Well, PuppetConf is over. I’m writing this on the plane (with no WiFi…ahem) back to Albuquerque. It turns out that I failed to recognize the nuance between a “direct” and “nonstop” flight, so I’m taking the time to write this blog on the tarmac at LAX. Today began most disturbingly at about 6:40am with my coworker calling my room, rousing me from my deep and wondrous slumber to ask if I intended on making the flight back home. Apparently, another nuance that recently escaped me is the “weekday only” setting on my alarm. But, here I am.

Day 2 of PuppetConf was definitely the stronger of the two in terms of content. I opted to try my hand at the Puppet Certified Professional exam that was being offered gratis by Puppet Labs. The exam was harder than I anticipated, but I passed. I’m now a PCP! (Cue the balloons and champagne.) Also, who came up with the name for this cert? PCP?

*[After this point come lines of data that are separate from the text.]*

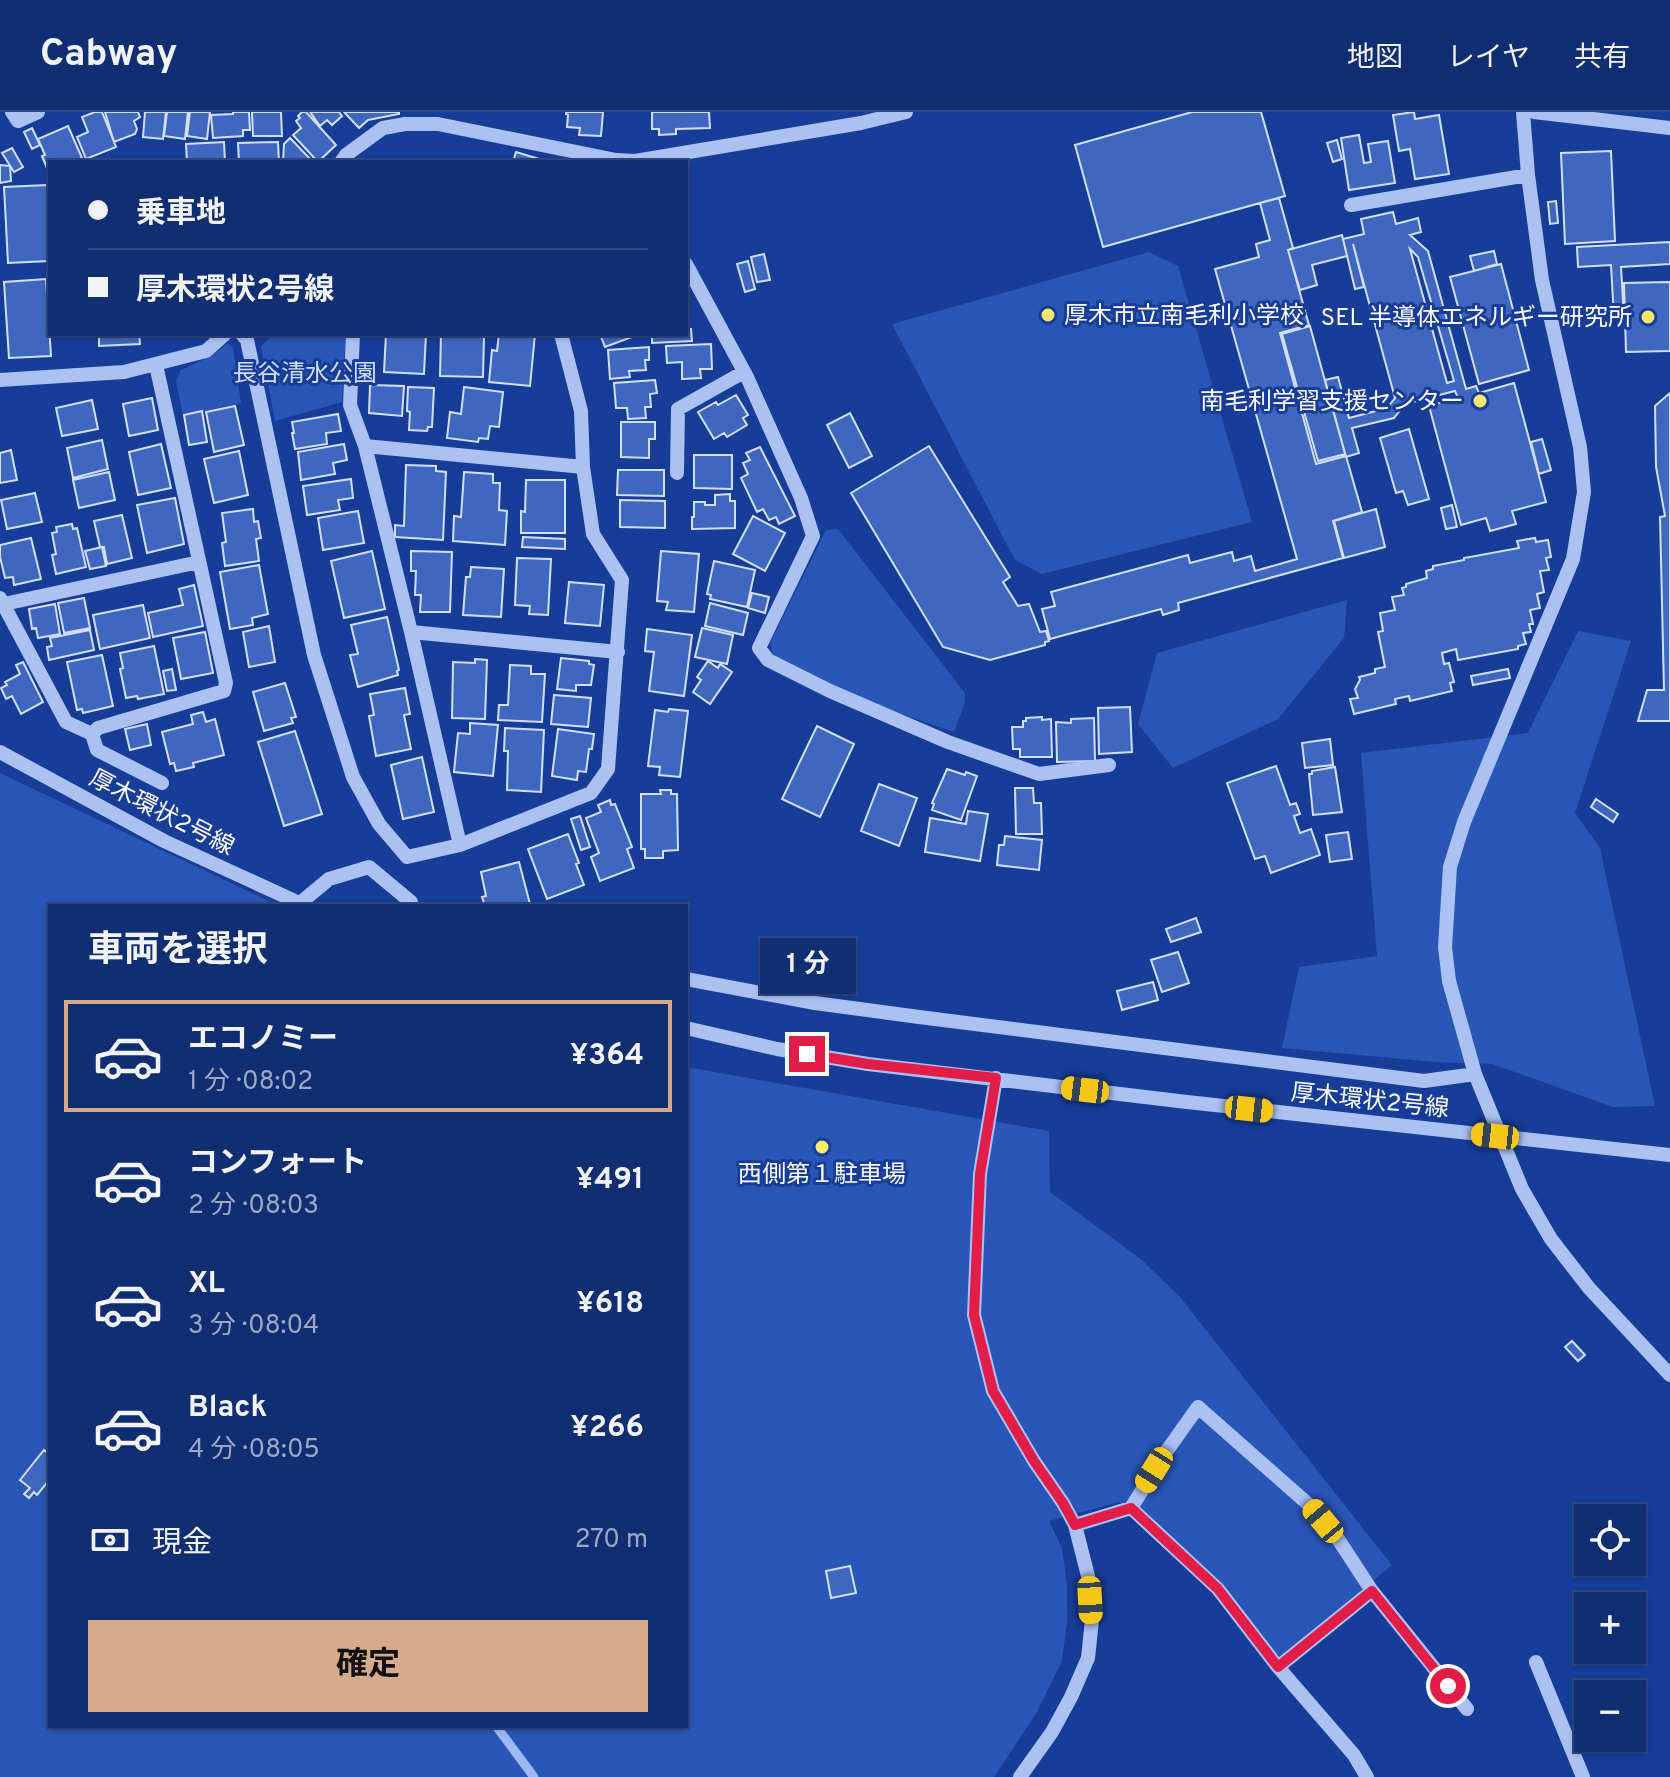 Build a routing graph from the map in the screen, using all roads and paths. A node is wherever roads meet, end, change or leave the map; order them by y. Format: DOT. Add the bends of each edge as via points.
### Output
graph roads {
  1 [pos="12,112"];
  2 [pos="38,112"];
  3 [pos="906,112"];
  4 [pos="1523,112"];
  5 [pos="1534,112"];
  6 [pos="1670,128"];
  7 [pos="342,160"];
  8 [pos="616,160"];
  9 [pos="648,160"];
  10 [pos="1528,175"];
  11 [pos="1351,205"];
  12 [pos="688,268"];
  13 [pos="223,336"];
  14 [pos="248,336"];
  15 [pos="353,336"];
  16 [pos="562,336"];
  17 [pos="156,365"];
  18 [pos="744,372"];
  19 [pos="0,380"];
  20 [pos="365,446"];
  21 [pos="583,467"];
  22 [pos="677,473"];
  23 [pos="199,562"];
  24 [pos="2,601"];
  25 [pos="411,632"];
  26 [pos="618,652"];
  27 [pos="92,734"];
  28 [pos="0,752"];
  29 [pos="1109,765"];
  30 [pos="162,783"];
  31 [pos="460,845"];
  32 [pos="301,904"];
  33 [pos="304,904"];
  34 [pos="411,904"];
  35 [pos="688,979"];
  36 [pos="688,1028"];
  37 [pos="1475,1074"];
  38 [pos="996,1078"];
  39 [pos="1670,1155"];
  40 [pos="1670,1375"];
  41 [pos="1131,1508"];
  42 [pos="1075,1525"];
  43 [pos="1372,1591"];
  44 [pos="1536,1662"];
  45 [pos="1278,1667"];
  46 [pos="1467,1709"];
  47 [pos="1020,1777"];
  48 [pos="1367,1777"];
  49 [pos="1583,1777"];
  1 -- 2 [label="street" via="18,121"];
  3 -- 9 [label="street"];
  4 -- 10 [label="street"];
  5 -- 6 [label="street"];
  7 -- 8 [label="street" via="383,128 405,124 449,125"];
  10 -- 11 [label="street"];
  10 -- 37 [label="street" via="1542,280 1580,447 1584,492 1573,559 1450,867 1445,947 1449,981"];
  12 -- 18 [label="street"];
  13 -- 17 [label="street" via="206,351"];
  14 -- 31 [label="street" via="314,655 353,777 379,824 407,857"];
  15 -- 20 [label="street" via="350,405"];
  16 -- 21 [label="street" via="581,411"];
  17 -- 19 [label="street"];
  17 -- 23 [label="street"];
  18 -- 22 [label="street" via="678,409"];
  18 -- 29 [label="street" via="813,536 759,648 768,660 935,736 1039,774"];
  20 -- 21 [label="street"];
  20 -- 25 [label="street"];
  21 -- 26 [label="street" via="593,534 622,580"];
  23 -- 24 [label="street"];
  23 -- 27 [label="street" via="224,691"];
  24 -- 27 [label="street" via="66,722"];
  25 -- 26 [label="street"];
  25 -- 31 [label="street"];
  26 -- 31 [label="street" via="608,769 591,793"];
  27 -- 30 [label="street" via="97,750"];
  28 -- 32 [label="street, 厚木環状2号線" via="164,841"];
  33 -- 34 [label="street" via="329,879 369,867"];
  35 -- 37 [label="street" via="815,1003 1424,1081"];
  36 -- 38 [label="street, 厚木環状2号線" via="868,1064"];
  37 -- 40 [label="street" via="1522,1189 1551,1239"];
  38 -- 39 [label="street, 厚木環状2号線"];
  38 -- 42 [label="street" via="980,1174 974,1315 993,1391"];
  41 -- 42 [label="street"];
  41 -- 43 [label="street" via="1198,1407 1308,1504"];
  41 -- 45 [label="street" via="1218,1589"];
  42 -- 47 [label="street" via="1089,1580 1088,1658 1052,1732"];
  43 -- 45 [label="street"];
  43 -- 46 [label="street"];
  44 -- 49 [label="street"];
  45 -- 48 [label="street"];
}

I spent the day in the DevOps track (located in the Grand Ballroom). The first presentation after lunch was entitled “Puppet Module Reusability – What I Learned from Shipping to the Forge” by Gareth Rushgrove (UK Government Digital Service). Gareth is a top contributor to the forge and a pretty interesting guy to talk to. His presentation was one of the best I heard at PuppetConf. He’s put together a great tool for anybody writing Puppet code, it’s a skeleton for the puppet module generate command. You can find it at http://github.com/garethr/puppet-module-skeleton; I’ve been using it for a couple weeks now and highly recommend it. Gareth stressed the need for the community to become more opinionated on coding standards. I appreciate his pythonic approach to code. Gareth also recommended that open source module maintainers insist that contributors write tests for their code before approving a pull request. I couldn’t agree more. I’m not the best at writing tests, but I’m getting better and it’s because I have to—because there is no excuse not to test your modules anymore. He also talked a bit on how tests should be implemented, stressing testing the logic of the module. He stressed that we need to test the interface, not the implementation. We need to go beyond simply rewriting our modules in rspec and pay very close attention to the interfaces we expose in our modules. This is something I need to get better at and I will definitely be using Gareth’s modules as an example of how to do things right.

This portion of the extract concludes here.